The annual proxy is in many respects the best place to elucidate a bank's cybersecurity strategy. It lays out for investors the priorities that dictate board composition, executive pay and where oversight and accountability are concentrated.
Financial risks, regulation and other concerns have traditionally dominated. Cybersecurity, though, has rocketed up the agenda - only 51 per cent of respondents cited it as a top risk in Bank Director's previous survey. Prominent breaches at retailers Target and Home Depot, Sony Pictures Entertainment and JPMorgan, where information on 83 million customers was compromised, helped change things.
Ironically, JPMorgan Chief Executive Jamie Dimon has been in the vanguard, drawing attention to cybersecurity in his letter to shareholders both a year ago - when he pledged to commit $250 million a year and 1,000 people to the battle - and in April 2013. Robert Wilmers, boss of regional M&T Bank, isn't far behind, laying out how much his firm is spending, the rate of increase in cyberattacks and phishing and how many debit and credit cards it had to reissue.
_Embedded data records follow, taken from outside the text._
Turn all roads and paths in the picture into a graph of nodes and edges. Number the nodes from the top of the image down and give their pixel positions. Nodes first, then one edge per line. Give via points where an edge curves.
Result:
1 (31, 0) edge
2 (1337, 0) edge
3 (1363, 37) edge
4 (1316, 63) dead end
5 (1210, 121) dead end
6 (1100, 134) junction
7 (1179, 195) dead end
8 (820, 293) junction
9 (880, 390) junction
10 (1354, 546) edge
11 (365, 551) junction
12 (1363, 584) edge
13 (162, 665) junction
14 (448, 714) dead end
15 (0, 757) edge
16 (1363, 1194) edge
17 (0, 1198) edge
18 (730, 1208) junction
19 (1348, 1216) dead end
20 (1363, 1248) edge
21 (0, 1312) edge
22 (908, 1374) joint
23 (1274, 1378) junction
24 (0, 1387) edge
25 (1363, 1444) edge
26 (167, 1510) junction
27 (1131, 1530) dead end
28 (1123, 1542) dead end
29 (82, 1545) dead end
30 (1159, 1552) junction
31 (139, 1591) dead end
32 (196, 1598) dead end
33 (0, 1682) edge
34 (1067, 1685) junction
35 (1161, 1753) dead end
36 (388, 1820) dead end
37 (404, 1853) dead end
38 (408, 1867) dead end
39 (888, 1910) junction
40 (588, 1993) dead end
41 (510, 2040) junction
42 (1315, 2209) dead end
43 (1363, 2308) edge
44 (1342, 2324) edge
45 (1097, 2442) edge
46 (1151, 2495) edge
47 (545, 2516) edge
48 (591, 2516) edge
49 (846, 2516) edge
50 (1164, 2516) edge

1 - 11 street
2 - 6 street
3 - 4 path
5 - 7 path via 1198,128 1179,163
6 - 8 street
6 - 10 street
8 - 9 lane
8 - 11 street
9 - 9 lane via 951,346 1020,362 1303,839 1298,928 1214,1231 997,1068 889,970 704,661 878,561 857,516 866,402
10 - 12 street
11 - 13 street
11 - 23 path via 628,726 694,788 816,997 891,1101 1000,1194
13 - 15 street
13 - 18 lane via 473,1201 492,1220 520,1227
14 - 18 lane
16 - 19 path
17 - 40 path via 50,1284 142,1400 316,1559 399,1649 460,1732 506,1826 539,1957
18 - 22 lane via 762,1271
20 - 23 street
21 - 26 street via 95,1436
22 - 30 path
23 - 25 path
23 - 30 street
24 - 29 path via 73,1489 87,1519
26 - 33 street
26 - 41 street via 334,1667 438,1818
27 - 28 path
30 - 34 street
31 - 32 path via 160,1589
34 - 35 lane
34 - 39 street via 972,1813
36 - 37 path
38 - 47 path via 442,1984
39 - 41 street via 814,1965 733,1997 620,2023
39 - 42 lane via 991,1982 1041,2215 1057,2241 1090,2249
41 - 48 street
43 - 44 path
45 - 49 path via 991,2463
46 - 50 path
Bank of America boss Brian Moynihan told Bloomberg earlier this year that his bank spends more than $400 million a year on cyber risks. Such costs will rise as new technologies penetrate banking and raise bank cybersecurity to a level not far from key financial risks.
Board priorities have not caught up, judging by proxy statements. Investors deserve to know things like what relevant skills directors have, which board committee is responsible, how a bank ensures that technology vendors are doing their job and what plans are in place should a debilitating hack occur. BofA, Wells Fargo and Citigroup only addressed the first point this year.
Dimon might say more in this year's letter, due next month. But banks' proxy statements should say more about cyber defenses, too. As the industry's most public hacking victim, it would be fitting if JPMorgan becomes the bank to set a new standard.